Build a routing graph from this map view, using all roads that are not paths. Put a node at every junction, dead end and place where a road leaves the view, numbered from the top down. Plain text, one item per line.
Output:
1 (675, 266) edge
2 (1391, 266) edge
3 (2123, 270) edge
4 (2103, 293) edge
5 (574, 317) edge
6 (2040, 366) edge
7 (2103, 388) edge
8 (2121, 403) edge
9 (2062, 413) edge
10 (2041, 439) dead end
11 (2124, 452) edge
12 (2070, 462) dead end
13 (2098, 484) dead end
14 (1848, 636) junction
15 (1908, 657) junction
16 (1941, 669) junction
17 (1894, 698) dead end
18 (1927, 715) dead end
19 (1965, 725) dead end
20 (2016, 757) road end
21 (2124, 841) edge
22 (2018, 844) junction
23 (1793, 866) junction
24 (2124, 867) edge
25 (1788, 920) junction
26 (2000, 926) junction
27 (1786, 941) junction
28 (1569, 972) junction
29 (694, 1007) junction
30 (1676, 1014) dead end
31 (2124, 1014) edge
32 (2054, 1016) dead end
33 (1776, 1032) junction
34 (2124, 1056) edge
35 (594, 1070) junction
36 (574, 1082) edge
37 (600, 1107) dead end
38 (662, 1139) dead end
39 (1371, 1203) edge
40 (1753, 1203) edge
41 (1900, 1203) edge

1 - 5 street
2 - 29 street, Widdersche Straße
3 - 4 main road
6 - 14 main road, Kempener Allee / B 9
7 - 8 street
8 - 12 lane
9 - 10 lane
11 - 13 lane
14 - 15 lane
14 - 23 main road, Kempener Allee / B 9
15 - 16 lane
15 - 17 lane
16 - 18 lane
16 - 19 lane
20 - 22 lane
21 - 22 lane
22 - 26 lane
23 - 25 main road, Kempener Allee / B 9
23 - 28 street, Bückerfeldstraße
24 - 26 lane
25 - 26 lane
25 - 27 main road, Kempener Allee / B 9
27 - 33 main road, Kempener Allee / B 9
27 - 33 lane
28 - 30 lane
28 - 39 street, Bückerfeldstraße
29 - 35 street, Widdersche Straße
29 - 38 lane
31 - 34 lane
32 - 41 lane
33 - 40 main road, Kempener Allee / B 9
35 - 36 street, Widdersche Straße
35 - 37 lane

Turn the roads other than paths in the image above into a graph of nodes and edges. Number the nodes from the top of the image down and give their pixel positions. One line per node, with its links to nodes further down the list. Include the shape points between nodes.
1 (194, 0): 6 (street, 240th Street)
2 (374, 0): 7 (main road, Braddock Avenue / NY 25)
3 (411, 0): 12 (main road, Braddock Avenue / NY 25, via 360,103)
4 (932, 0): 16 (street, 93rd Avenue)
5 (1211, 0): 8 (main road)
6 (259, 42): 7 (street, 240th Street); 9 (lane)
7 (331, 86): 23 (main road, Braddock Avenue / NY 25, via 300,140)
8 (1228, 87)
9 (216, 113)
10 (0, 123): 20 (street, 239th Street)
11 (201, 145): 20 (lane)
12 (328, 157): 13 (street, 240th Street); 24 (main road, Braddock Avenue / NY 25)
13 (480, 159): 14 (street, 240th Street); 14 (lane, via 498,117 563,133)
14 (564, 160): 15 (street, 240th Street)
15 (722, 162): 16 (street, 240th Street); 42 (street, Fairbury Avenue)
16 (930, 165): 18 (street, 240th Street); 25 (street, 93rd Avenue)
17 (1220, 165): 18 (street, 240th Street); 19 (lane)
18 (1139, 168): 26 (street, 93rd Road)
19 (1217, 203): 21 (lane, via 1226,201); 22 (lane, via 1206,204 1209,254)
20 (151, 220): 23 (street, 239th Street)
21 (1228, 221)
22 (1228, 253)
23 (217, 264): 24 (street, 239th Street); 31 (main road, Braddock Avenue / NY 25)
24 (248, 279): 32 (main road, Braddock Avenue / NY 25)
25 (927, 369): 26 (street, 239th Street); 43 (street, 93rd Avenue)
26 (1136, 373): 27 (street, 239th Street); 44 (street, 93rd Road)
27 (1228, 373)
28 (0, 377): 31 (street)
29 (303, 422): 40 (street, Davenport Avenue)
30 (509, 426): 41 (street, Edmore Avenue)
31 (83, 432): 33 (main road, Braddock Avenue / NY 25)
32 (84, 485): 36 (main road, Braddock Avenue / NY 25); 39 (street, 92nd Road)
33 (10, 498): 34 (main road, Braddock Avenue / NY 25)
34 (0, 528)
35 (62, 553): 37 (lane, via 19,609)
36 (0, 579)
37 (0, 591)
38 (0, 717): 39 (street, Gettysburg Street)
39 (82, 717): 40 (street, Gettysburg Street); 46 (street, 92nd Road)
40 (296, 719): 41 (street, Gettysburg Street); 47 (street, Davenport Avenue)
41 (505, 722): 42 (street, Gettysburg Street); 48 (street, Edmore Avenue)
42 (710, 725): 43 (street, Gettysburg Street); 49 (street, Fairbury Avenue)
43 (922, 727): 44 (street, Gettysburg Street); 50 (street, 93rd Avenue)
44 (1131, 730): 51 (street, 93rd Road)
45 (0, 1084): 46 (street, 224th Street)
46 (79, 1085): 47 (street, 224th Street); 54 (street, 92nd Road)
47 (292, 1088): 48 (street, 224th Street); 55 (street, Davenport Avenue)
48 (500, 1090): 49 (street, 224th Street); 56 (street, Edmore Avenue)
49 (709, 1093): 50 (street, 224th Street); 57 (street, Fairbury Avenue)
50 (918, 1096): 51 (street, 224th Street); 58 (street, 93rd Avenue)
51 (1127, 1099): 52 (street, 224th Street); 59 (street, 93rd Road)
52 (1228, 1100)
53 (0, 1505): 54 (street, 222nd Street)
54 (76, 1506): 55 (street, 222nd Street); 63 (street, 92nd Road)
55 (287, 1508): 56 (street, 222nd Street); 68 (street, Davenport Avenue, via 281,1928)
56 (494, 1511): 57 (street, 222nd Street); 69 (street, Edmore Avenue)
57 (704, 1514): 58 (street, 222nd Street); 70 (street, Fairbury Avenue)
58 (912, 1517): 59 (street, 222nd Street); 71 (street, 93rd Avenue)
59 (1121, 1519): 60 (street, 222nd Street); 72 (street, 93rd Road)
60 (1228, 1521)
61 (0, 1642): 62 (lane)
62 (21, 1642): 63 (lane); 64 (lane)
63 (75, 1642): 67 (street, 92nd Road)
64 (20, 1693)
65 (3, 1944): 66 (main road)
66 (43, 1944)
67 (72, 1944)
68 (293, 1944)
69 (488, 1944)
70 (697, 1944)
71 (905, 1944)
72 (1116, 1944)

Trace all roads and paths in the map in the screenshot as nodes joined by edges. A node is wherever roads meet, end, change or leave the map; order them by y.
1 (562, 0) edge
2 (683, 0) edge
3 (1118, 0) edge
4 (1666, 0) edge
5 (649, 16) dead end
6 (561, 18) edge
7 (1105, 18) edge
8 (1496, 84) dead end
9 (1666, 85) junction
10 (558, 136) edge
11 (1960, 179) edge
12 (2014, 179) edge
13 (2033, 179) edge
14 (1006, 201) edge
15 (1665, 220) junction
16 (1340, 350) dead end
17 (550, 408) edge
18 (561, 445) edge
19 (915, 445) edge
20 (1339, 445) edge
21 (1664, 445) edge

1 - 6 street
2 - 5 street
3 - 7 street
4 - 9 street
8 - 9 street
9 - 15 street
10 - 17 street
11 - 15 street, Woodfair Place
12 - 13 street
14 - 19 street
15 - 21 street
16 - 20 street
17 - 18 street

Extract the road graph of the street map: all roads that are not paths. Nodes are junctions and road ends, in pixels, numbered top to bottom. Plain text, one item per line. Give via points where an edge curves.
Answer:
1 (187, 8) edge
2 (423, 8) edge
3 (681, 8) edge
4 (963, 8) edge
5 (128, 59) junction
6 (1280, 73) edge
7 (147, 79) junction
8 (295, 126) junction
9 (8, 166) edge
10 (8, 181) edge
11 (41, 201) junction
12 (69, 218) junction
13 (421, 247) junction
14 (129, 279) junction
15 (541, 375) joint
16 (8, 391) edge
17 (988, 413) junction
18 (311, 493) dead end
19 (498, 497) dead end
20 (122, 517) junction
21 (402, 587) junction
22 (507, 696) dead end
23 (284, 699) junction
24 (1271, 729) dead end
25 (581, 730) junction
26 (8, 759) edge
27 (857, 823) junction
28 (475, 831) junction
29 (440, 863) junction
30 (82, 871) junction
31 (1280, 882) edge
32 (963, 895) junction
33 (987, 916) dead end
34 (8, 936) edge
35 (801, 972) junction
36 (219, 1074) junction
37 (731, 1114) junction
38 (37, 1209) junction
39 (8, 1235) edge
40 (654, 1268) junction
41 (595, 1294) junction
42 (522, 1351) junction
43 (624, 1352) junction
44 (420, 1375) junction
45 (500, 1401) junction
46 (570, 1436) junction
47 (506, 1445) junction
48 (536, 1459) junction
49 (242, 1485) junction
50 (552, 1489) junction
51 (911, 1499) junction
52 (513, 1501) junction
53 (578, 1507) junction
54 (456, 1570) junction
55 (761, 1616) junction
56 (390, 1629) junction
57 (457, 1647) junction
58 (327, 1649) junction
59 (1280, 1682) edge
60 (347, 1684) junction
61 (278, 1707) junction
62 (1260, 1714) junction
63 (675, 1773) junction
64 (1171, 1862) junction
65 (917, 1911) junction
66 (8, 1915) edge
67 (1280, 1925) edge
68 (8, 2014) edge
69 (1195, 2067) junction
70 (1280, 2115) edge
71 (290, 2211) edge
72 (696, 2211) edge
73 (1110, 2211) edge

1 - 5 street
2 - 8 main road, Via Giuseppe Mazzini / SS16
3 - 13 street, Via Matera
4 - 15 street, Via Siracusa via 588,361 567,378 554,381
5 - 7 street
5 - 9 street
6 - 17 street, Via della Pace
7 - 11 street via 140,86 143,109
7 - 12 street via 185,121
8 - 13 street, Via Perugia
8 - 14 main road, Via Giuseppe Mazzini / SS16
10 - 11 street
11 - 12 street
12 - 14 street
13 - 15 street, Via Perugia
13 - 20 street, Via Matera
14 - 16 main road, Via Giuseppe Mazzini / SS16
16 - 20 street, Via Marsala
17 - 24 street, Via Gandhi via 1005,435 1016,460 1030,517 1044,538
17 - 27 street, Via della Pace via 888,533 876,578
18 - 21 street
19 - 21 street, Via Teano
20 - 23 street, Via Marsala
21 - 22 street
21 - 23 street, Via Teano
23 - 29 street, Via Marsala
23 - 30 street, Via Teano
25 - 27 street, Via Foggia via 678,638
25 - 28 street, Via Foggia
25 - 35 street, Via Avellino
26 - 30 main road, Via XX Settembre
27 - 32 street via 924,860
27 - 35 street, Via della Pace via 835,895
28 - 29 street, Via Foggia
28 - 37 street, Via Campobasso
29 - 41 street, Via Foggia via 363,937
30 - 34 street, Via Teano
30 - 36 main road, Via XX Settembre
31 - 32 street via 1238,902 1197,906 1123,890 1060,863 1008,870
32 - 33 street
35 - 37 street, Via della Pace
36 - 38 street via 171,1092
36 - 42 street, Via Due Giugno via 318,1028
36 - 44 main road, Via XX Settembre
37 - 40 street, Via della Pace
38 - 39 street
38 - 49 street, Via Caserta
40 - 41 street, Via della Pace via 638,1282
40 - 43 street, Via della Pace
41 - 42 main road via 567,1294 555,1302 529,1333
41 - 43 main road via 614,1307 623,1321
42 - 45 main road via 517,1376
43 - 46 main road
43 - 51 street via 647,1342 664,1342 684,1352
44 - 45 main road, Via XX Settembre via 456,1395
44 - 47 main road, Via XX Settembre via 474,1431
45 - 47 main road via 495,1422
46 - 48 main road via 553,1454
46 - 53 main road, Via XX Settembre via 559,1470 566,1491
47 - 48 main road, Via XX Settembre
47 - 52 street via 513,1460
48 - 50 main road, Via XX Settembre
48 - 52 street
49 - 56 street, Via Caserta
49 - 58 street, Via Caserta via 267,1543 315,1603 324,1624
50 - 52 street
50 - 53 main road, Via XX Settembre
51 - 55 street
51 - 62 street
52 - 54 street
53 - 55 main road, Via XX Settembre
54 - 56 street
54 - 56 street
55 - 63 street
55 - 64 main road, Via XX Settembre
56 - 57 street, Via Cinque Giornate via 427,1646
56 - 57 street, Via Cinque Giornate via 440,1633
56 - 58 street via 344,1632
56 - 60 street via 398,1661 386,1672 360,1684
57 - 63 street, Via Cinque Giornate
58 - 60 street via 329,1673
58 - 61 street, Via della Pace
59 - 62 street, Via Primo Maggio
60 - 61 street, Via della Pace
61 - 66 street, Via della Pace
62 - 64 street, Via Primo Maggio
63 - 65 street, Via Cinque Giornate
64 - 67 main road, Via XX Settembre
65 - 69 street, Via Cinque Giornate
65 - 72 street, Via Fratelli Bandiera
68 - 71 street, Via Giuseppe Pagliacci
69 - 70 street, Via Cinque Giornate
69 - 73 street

▶ **Exercise description**
Reproduce each line from the listing above that includes the word "Giornate".

▶ **Exercise solution**
56 - 57 street, Via Cinque Giornate via 427,1646
56 - 57 street, Via Cinque Giornate via 440,1633
57 - 63 street, Via Cinque Giornate
63 - 65 street, Via Cinque Giornate
65 - 69 street, Via Cinque Giornate
69 - 70 street, Via Cinque Giornate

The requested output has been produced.